The speech – called Workers’ rights are human rights – outlined the Scottish Government’s opposition to the UK Government’s Trade Union Bill, as well as making the moral case for fair work and how we empower people throughout our society.
The event was held in the same location as Jimmy Reid made his world-famous rectorial address in 1972. You can read the First Minister’s speech here.
The First Minister said:
When Jimmy Reid spoke here in April 1972, it was towards the end of the Upper Clyde Shipworkers dispute. The work-in which Reid helped to organise was arguably the greatest achievement of the post war union movement. It asserted the fundamental right of individuals to work. It did so through a peaceful, positive protest which captured the imagination of people around the world.
“It is a reminder that trade unions are a source of empowerment. They provide a voice for those who might otherwise go unheard. The right to strike is an essential part of that, but the real value of trade unions goes much wider. They help employers to create the safe, humane, productive working conditions which head off industrial disputes – and which build better businesses. Because of that, trade unions are a force for good in modern societies.”
Grahame Smith, the general secretary of the STUC who chaired the event said:
The address by the First Minister to the annual Jimmy Reid Memorial Lecture could not be more timely.

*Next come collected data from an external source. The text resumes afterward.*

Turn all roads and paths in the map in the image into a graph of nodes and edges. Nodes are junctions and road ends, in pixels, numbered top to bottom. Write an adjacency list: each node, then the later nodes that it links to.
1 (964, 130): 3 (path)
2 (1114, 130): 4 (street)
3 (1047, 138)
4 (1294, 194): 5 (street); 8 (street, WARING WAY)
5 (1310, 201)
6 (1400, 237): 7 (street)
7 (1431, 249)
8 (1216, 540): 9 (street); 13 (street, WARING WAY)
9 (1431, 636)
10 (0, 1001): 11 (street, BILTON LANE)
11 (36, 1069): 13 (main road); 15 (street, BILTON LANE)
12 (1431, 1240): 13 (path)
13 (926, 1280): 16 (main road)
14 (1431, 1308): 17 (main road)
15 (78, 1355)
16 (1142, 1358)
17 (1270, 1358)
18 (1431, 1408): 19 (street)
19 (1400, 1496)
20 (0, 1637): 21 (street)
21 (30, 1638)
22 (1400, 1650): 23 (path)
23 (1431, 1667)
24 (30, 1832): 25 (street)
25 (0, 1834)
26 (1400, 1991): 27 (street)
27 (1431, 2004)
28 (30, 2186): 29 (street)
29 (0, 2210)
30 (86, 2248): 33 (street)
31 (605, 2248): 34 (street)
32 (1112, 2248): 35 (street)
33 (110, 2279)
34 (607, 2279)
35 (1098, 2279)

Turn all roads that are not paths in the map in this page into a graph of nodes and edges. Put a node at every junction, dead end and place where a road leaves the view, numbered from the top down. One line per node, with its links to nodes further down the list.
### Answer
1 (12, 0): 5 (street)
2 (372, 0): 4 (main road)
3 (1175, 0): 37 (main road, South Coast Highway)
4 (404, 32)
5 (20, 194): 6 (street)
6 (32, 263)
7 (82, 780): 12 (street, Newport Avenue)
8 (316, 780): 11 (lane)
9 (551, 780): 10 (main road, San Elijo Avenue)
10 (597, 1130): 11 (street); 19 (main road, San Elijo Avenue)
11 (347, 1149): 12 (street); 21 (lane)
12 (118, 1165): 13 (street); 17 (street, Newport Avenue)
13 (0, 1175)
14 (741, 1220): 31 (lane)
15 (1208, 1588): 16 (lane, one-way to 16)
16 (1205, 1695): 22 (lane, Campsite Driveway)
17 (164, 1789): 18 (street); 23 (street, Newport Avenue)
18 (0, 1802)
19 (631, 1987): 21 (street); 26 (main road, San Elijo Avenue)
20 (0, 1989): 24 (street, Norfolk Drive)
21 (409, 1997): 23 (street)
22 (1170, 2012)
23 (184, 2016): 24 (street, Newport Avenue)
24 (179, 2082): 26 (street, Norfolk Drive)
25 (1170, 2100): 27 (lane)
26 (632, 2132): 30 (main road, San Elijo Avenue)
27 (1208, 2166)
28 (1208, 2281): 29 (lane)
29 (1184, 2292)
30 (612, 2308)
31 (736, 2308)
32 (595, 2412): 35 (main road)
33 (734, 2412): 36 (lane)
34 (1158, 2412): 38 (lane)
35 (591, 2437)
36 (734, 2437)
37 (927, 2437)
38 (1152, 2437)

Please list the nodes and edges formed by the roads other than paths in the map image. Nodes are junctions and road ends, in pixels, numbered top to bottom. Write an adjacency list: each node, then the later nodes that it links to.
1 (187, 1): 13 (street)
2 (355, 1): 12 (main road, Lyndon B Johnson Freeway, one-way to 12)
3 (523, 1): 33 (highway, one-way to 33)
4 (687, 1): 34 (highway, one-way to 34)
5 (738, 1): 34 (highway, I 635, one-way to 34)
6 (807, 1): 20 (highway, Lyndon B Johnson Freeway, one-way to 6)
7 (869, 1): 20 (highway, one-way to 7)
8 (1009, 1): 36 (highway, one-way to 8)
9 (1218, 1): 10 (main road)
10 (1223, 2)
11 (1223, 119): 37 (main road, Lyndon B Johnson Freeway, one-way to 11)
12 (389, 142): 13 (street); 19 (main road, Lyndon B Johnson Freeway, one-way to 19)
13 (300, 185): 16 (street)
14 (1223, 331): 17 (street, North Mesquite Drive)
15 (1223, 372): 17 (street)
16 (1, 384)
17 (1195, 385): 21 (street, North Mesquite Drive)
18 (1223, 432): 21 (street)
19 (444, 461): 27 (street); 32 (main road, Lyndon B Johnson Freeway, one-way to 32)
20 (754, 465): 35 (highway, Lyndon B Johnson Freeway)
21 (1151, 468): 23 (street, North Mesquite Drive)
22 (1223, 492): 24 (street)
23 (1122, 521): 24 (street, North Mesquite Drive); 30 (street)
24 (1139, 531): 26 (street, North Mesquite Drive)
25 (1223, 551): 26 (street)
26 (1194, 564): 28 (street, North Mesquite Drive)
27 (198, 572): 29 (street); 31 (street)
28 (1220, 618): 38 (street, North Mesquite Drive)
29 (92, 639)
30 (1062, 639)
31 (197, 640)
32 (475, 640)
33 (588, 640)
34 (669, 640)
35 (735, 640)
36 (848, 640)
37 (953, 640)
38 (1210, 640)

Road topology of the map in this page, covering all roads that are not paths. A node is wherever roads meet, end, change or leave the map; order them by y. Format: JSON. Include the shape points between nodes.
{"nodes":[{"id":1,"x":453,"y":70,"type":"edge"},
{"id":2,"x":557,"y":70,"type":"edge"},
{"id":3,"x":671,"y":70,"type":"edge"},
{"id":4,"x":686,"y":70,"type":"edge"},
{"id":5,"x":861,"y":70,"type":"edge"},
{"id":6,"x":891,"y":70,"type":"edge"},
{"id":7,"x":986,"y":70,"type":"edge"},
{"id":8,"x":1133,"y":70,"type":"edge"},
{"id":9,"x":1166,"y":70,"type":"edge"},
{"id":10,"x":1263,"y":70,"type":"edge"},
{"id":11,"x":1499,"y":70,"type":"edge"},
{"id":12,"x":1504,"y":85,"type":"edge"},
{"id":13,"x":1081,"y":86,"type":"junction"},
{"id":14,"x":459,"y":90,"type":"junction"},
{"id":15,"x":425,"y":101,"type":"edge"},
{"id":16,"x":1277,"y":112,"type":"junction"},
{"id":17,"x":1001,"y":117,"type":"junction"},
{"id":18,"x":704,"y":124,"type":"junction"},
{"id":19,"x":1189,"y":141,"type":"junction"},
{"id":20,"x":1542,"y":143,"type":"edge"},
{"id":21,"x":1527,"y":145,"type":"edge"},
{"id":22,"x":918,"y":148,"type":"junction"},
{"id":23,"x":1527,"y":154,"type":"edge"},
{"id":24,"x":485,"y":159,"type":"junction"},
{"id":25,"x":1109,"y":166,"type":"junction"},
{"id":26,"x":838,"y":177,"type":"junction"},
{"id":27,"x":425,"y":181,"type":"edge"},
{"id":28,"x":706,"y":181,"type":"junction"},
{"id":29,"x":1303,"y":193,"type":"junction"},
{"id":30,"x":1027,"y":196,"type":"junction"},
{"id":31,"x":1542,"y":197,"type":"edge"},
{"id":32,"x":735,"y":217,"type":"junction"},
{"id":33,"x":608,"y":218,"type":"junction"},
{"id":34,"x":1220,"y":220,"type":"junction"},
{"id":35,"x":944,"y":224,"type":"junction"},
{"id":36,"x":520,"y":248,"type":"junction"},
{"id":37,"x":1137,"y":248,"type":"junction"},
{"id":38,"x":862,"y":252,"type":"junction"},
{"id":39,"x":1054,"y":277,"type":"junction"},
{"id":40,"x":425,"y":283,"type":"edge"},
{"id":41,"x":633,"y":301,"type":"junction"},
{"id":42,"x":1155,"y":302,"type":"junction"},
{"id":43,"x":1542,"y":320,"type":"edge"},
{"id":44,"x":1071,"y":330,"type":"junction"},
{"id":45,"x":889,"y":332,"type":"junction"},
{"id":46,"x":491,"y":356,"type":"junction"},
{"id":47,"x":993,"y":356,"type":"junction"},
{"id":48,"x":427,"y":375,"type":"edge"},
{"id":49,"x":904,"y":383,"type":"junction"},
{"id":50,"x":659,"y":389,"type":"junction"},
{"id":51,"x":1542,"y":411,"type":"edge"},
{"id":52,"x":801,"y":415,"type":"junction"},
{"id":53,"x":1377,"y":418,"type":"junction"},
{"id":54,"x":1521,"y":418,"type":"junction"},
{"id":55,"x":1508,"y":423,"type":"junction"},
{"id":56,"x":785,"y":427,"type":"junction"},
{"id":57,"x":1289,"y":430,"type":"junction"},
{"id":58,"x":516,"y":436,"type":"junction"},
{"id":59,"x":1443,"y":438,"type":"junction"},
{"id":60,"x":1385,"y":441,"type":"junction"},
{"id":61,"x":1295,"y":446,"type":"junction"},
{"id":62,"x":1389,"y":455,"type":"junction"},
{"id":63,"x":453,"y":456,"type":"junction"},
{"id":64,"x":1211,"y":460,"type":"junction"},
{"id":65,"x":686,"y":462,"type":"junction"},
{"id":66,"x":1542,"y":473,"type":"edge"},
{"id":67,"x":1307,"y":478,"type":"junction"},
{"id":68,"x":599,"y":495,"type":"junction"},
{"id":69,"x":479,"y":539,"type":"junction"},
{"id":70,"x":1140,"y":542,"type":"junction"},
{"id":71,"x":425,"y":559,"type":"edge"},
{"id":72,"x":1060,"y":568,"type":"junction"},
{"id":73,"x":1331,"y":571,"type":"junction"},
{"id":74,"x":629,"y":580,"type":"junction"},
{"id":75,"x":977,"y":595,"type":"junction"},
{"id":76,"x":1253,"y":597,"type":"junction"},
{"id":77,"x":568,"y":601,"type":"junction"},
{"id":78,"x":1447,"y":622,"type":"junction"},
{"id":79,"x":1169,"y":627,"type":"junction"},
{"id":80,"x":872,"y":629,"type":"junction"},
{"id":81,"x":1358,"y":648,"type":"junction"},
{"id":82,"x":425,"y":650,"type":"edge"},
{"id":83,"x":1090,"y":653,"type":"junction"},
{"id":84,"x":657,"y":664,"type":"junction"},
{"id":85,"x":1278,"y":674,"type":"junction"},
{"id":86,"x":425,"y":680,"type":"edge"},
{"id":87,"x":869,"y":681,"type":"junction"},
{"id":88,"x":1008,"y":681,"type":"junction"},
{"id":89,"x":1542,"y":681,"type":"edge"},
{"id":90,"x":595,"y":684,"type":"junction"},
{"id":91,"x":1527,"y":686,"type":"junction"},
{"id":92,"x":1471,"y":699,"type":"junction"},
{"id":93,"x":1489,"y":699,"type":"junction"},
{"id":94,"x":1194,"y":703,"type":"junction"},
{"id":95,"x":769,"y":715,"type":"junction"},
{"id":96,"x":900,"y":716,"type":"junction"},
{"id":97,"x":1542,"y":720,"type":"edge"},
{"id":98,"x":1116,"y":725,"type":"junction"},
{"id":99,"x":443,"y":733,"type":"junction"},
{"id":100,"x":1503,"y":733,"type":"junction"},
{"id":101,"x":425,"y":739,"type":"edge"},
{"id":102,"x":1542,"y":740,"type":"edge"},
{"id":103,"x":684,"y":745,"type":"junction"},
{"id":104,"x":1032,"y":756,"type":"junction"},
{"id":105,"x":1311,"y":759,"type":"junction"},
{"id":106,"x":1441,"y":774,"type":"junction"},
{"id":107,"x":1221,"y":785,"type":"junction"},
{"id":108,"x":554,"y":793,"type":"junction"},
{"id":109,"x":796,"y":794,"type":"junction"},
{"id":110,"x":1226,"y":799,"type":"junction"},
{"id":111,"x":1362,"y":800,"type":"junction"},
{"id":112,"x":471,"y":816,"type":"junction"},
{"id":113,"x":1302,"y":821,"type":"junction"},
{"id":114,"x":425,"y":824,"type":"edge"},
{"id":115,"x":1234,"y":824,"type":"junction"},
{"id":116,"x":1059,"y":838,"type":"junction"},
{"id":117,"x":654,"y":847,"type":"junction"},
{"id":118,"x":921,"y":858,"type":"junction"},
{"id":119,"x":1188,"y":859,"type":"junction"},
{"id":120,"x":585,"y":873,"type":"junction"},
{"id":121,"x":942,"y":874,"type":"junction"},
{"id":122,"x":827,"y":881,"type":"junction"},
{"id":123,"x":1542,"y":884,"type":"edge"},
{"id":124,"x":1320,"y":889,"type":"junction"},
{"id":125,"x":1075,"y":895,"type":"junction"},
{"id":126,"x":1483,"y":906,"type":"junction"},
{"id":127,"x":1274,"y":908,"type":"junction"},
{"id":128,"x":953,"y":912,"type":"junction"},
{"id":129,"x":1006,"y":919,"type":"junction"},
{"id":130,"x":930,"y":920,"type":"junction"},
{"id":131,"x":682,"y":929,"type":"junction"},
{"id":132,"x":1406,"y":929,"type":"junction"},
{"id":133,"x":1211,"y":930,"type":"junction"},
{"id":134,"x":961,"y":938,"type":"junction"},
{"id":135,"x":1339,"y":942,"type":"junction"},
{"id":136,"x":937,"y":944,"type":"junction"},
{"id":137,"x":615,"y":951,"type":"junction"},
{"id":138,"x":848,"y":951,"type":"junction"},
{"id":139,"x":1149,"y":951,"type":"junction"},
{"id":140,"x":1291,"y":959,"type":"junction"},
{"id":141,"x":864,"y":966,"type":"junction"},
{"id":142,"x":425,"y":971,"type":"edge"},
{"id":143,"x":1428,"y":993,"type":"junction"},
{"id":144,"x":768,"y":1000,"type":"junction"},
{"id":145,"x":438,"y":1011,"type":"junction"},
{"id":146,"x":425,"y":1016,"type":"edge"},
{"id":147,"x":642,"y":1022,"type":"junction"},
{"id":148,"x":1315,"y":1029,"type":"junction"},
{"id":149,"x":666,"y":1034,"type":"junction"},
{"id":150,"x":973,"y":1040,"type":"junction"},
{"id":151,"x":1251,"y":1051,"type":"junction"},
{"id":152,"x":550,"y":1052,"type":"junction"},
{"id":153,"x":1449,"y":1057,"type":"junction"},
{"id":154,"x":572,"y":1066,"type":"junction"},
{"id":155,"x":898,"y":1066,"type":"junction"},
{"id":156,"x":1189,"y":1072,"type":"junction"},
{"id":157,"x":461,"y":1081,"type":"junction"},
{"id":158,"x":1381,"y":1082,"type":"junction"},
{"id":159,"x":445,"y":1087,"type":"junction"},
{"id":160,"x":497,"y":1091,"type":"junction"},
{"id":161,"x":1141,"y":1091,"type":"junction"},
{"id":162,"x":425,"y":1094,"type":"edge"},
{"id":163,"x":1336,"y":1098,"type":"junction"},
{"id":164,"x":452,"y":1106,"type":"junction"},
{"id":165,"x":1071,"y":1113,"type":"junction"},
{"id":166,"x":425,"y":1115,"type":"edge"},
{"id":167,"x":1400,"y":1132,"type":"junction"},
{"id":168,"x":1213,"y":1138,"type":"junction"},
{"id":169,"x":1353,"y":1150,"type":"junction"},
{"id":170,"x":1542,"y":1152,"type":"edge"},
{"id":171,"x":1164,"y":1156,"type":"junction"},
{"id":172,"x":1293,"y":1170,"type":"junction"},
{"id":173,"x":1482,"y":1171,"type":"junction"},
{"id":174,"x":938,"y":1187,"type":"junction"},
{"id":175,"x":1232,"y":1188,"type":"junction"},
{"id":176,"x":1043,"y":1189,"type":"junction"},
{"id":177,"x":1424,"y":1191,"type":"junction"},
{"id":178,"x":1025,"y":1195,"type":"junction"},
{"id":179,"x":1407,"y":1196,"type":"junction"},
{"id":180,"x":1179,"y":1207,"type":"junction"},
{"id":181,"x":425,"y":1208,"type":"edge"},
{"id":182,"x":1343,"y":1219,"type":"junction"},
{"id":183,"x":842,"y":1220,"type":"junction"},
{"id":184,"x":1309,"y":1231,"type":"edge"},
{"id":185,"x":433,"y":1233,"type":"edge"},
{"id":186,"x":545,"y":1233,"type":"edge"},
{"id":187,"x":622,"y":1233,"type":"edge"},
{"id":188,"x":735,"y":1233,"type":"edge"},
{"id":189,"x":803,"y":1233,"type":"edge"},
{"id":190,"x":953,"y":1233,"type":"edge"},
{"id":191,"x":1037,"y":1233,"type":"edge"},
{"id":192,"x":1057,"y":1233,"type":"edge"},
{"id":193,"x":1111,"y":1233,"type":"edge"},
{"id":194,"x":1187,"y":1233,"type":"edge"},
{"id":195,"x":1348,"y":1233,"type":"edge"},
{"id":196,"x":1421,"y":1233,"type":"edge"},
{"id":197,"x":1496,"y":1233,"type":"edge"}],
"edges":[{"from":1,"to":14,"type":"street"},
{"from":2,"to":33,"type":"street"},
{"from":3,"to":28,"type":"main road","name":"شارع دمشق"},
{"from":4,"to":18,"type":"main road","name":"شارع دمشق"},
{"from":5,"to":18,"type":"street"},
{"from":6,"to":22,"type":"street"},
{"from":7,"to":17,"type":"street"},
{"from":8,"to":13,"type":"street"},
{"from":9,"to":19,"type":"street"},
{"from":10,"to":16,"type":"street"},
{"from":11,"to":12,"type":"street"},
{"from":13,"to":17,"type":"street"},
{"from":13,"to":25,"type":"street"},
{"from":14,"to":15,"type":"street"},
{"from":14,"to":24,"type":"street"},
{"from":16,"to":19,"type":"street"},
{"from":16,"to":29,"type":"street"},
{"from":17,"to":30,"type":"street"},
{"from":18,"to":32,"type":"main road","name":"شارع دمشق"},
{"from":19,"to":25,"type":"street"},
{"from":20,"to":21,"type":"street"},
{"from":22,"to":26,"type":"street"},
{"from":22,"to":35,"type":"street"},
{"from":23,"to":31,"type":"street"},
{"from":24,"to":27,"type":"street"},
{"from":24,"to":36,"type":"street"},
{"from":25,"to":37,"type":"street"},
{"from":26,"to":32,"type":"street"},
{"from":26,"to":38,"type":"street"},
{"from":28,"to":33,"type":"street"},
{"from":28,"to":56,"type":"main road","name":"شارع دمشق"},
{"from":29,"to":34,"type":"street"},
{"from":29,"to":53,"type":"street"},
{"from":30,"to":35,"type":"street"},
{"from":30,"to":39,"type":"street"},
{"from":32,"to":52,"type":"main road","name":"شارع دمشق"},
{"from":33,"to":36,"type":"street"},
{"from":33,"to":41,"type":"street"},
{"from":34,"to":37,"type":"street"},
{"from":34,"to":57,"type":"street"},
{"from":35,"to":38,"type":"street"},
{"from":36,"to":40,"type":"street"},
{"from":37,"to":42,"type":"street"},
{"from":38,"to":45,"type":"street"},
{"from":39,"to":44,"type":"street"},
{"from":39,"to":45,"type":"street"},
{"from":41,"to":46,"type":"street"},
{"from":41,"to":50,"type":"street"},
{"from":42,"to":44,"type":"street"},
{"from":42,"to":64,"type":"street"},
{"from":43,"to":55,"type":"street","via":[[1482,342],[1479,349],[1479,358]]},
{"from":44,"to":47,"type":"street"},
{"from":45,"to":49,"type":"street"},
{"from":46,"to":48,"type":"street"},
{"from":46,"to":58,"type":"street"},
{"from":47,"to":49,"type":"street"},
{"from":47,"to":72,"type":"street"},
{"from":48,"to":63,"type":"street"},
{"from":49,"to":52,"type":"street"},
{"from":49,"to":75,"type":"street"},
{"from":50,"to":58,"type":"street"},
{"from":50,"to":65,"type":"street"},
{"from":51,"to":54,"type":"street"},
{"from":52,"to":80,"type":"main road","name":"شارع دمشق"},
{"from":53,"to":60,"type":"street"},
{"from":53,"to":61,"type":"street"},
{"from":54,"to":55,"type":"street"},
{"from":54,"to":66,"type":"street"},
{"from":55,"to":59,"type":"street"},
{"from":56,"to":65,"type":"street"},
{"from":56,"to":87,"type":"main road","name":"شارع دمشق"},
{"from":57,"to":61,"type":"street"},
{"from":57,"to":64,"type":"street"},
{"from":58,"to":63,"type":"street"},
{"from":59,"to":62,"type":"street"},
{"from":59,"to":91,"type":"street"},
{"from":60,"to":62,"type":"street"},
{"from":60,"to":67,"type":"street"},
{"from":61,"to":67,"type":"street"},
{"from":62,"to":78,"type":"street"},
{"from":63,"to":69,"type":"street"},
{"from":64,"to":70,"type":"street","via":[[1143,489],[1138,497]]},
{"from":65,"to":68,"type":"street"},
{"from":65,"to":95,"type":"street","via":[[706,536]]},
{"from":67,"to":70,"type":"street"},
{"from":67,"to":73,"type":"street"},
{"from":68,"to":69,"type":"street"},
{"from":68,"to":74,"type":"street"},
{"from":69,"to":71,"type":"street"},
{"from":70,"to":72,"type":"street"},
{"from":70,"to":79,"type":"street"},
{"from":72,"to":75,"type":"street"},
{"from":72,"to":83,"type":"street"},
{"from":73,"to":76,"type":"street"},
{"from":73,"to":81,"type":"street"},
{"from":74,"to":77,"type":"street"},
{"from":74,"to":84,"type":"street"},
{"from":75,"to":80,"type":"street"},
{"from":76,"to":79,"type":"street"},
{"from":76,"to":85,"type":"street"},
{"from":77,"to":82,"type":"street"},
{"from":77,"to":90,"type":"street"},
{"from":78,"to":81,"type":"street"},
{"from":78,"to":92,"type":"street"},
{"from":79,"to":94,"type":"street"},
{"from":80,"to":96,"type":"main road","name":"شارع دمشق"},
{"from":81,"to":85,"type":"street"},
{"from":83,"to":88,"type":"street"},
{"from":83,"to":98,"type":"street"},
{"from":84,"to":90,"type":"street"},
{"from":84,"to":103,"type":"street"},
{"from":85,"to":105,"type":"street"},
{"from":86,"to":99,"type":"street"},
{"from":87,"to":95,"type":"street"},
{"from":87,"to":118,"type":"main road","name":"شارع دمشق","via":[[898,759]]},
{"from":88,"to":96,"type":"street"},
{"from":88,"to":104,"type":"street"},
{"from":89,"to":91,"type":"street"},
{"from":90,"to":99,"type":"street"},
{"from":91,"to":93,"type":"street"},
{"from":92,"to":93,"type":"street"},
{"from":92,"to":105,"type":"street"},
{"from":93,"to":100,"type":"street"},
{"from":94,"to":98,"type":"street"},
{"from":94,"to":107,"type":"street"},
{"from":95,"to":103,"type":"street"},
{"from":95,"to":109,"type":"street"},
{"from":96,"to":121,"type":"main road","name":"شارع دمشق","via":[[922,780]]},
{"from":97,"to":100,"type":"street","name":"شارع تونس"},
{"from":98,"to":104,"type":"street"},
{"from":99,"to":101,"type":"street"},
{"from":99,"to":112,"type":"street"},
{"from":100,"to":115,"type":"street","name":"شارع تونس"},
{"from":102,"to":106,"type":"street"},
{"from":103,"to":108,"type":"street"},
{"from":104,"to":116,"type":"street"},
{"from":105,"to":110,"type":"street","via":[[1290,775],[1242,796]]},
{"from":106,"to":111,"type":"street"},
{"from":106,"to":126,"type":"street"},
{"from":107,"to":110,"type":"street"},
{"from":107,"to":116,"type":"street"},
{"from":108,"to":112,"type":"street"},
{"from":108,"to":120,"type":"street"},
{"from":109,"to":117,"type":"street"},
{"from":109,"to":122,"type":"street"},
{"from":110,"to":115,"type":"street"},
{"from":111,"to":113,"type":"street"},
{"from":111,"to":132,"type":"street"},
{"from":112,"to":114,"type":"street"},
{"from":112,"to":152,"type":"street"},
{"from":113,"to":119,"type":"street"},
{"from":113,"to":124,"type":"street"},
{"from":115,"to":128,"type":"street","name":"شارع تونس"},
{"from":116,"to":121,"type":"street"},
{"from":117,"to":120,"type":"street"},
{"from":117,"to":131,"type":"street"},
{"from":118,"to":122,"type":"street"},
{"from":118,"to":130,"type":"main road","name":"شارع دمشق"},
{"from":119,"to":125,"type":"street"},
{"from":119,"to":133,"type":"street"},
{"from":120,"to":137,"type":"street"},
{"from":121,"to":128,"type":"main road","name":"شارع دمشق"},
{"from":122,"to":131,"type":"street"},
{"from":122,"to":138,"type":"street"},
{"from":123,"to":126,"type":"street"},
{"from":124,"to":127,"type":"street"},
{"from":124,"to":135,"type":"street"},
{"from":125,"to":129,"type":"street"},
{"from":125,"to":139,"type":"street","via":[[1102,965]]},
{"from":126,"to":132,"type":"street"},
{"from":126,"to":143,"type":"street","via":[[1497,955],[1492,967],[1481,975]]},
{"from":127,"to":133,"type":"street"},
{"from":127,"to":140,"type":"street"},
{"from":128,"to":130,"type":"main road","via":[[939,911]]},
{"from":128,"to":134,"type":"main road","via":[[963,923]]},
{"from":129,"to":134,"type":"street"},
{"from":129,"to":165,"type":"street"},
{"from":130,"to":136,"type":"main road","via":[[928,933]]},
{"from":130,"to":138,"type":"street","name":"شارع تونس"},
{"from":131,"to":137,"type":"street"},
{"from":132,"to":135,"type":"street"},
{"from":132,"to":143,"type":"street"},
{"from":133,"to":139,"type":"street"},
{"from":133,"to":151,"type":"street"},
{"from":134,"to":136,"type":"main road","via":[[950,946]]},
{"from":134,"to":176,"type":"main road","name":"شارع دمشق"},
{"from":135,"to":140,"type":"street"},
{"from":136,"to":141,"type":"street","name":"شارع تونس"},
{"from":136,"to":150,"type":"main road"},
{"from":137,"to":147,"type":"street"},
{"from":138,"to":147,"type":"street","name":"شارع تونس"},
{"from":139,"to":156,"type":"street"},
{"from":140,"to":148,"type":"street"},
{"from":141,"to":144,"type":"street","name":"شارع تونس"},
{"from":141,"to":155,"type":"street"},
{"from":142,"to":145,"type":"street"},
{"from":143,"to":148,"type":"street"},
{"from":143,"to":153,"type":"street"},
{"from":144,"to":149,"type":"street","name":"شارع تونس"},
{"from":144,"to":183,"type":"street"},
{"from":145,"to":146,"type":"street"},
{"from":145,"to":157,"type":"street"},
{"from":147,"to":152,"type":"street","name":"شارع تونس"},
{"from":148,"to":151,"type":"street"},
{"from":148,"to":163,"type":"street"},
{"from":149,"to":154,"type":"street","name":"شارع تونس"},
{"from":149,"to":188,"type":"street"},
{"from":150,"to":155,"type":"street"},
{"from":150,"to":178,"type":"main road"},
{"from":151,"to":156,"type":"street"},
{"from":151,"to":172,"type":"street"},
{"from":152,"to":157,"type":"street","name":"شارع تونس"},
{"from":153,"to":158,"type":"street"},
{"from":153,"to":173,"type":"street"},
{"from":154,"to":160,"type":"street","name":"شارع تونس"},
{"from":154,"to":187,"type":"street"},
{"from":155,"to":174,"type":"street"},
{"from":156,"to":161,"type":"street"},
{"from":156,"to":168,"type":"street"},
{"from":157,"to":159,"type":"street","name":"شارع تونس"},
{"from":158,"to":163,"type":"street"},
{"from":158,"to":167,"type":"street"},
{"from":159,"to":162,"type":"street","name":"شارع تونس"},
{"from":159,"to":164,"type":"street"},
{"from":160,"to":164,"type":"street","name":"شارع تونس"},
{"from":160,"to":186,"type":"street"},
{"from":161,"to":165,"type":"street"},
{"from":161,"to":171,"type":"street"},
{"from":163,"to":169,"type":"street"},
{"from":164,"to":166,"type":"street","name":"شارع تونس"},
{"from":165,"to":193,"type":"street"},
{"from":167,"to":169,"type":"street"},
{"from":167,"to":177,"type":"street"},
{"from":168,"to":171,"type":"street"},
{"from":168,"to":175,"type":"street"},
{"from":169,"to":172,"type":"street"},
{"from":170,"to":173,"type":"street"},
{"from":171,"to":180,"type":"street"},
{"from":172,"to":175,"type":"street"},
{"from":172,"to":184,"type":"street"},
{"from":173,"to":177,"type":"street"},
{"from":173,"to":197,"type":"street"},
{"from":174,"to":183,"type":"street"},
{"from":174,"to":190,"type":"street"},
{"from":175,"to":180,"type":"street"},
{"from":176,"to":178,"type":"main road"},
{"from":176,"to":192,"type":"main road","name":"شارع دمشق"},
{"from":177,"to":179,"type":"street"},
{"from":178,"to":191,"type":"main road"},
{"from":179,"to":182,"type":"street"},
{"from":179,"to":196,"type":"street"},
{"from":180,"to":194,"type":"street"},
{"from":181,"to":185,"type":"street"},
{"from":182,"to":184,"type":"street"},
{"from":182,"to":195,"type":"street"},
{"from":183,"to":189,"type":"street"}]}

The values expressed by Jimmy in his famous address espoused the importance of solidarity and basic values of decency which trade unions uphold on a daily basis.
“The Trade Union bill strikes at the very heart of democracy, at both the democratic right to assembly and representation in the workplace and at the devolution settlement itself. The Bill is an attack upon on human rights and a completely unwarranted interference in the right of government in Scotland, at all levels, to conduct industrial relations as best suits their vision of workplace democracy.”
Professor Gregor Gall, Director of the Reid Foundation said:
“Trade unionists are alarmed at the blatant attack on their trade union rights, which are fundamental human rights such as the right to peacefully protest. Workers also value the human right ‘to an adequate standard of living’ which is often at the heart of what trade union action is designed to achieve.
“Jimmy Reid famously had a ‘work in’ not a strike to emphasise the importance of work to families across Scotland and standing up for trade union rights is an important aspect of the Foundation’s remit which is to honour the legacy of Jimmy Reid.”
The event was organised by the Jimmy Reid Foundation, an independent think tank set up in memory of Jimmy Reid. The First Minister met some of Jimmy Reid’s family before she spoke.